Transitioning Data Pipelines from Development to Production#

In this guide, we'll walk through how to transition your data pipelines from local development to staging and production deployments.

Let's say we’ve been tasked with fetching the N most recent entries from Hacker News and splitting it into two datasets: one containing all of the data about stories and one containing all of the data about comments. In order to make the pipeline maintainable and testable, we have two additional requirements:

  • We must be able to run our data pipeline in local, staging, and production environments.
  • We need to be confident that data won't be accidentally overwritten (for example because a user forgot to change a configuration value).

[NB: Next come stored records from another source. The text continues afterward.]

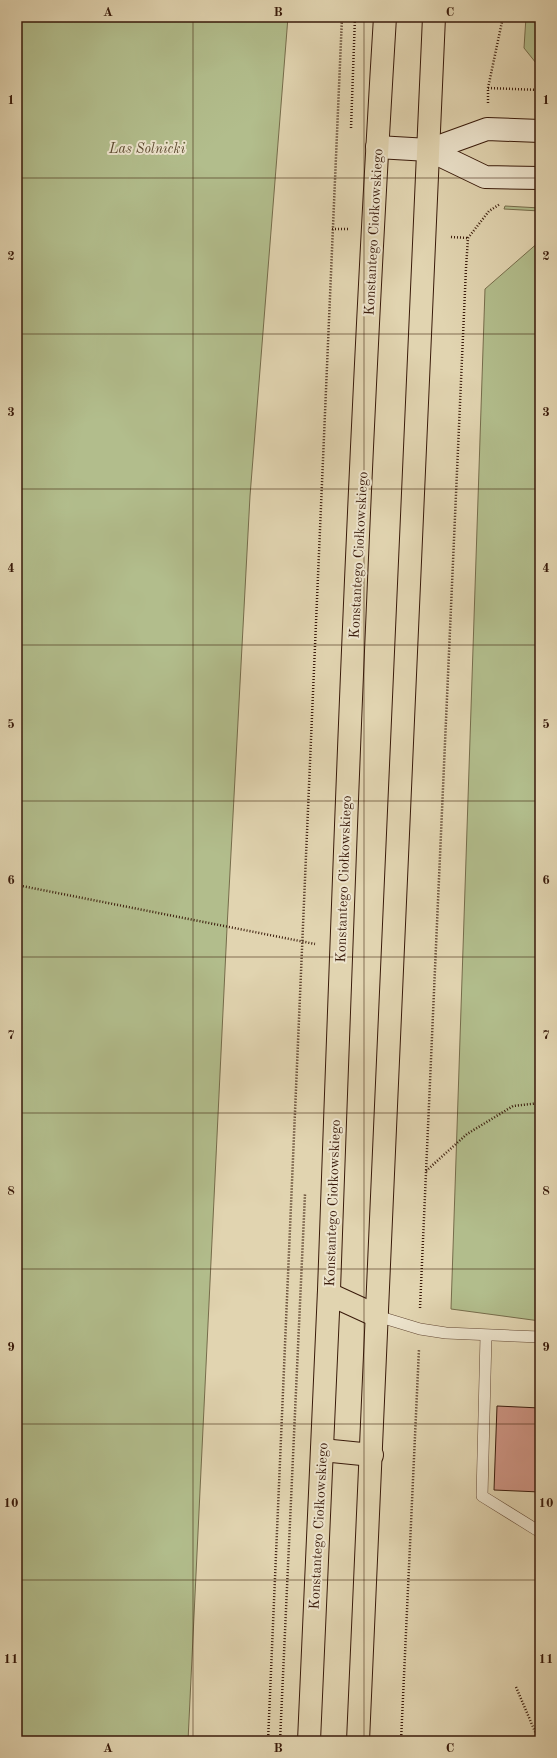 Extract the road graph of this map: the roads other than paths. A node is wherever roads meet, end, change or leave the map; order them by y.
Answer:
1 (385, 17) edge
2 (434, 17) edge
3 (540, 131) edge
4 (377, 146) junction
5 (429, 150) junction
6 (540, 178) edge
7 (329, 1294) junction
8 (377, 1316) junction
9 (486, 1336) junction
10 (540, 1337) edge
11 (322, 1450) junction
12 (372, 1455) junction
13 (540, 1532) edge
14 (309, 1741) edge
15 (358, 1741) edge

1 - 4 main road, Konstantego Ciołkowskiego
2 - 5 main road
3 - 5 main road
4 - 5 main road
4 - 7 main road, Konstantego Ciołkowskiego
5 - 6 main road
5 - 8 main road
7 - 8 main road
7 - 11 main road, Konstantego Ciołkowskiego
8 - 9 lane
8 - 12 main road
9 - 10 lane
9 - 13 lane
11 - 12 main road
11 - 14 main road, Konstantego Ciołkowskiego
12 - 15 main road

Using a few Dagster concepts, we can easily tackle this task! Here’s an overview of the main concepts we’ll be using in this guide:

  • Assets - An asset is a software object that models a data asset. The prototypical example is a table in a database or a file in cloud storage.
  • Resources - A resource is an object that models a connection to a (typically) external service. Resources can be shared between assets, and different implementations of resources can be used depending on the environment. For example, a resource may provide methods to send messages in Slack.
  • I/O managers - An I/O manager is a special kind of resource that handles storing and loading assets. For example, if we wanted to store assets in S3, we could use Dagster’s built-in S3 I/O manager.
  • Run config - Assets and resources sometimes require configuration to set certain values, like the password to a database. Run config allows you to set these values at run time. In this guide, we will also use an API to set some default run configuration.

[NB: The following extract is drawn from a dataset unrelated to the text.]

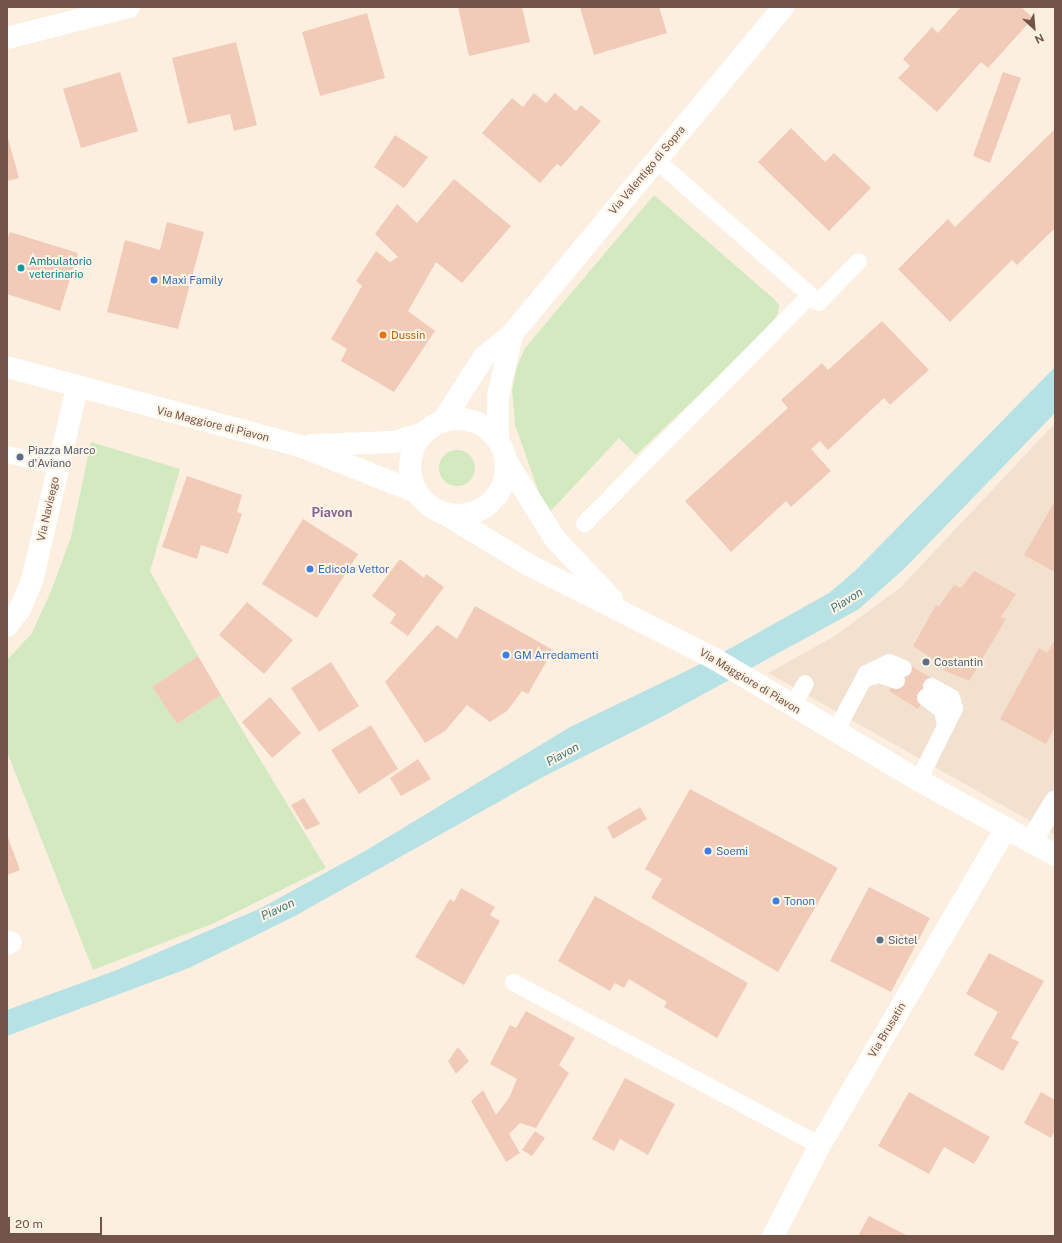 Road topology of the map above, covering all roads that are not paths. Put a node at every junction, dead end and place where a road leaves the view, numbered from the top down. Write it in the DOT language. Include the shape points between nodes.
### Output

Using these Dagster concepts we will:

  • Write three assets: the full Hacker News dataset, data about comments, and data about stories.
  • Use Dagster's Snowflake I/O manager to store the datasets in Snowflake.
  • Set up our Dagster repository so that the configuration for the Snowflake I/O manager is automatically supplied based on the environment where the code is running.

Setup#

You can find the code for this example on Github

To follow along with this guide, you can copy the full code example and install a few additional pip libraries:

dagster project from-example --name my-dagster-project --example development_to_production
cd my-dagster-project
pip install -e .

Part one: Local development#

In this section we will:

  • Write our assets
  • Add the assets to our repository
  • Add run configuration for the Snowflake I/O manager
  • Materialize assets in Dagit

Let’s start by writing our three assets. We'll use Pandas DataFrames to interact with the data.

# assets.py
import pandas as pd
import requests

from dagster import asset


@asset(
    config_schema={"N": int},
    io_manager_key="snowflake_io_manager",
)
def items(context) -> pd.DataFrame:
    """Items from the Hacker News API: each is a story or a comment on a story."""
    rows = []
    max_id = requests.get(
        "https://hacker-news.firebaseio.com/v0/maxitem.json", timeout=5
    ).json()
    # Hacker News API is 1-indexed, so adjust range by 1
    for item_id in range(max_id - context.op_config["N"] + 1, max_id + 1):
        item_url = f"https://hacker-news.firebaseio.com/v0/item/{item_id}.json"
        rows.append(requests.get(item_url, timeout=5).json())

    # ITEM_FIELD_NAMES is a list of the column names in the Hacker News dataset
    result = pd.DataFrame(rows, columns=ITEM_FIELD_NAMES).drop_duplicates(subset=["id"])
    result.rename(columns={"by": "user_id"}, inplace=True)
    return result


@asset(
    io_manager_key="snowflake_io_manager",
)
def comments(items: pd.DataFrame) -> pd.DataFrame:
    """Comments from the Hacker News API."""
    return items[items["type"] == "comment"]


@asset(
    io_manager_key="snowflake_io_manager",
)
def stories(items: pd.DataFrame) -> pd.DataFrame:
    """Stories from the Hacker News API."""
    return items[items["type"] == "story"]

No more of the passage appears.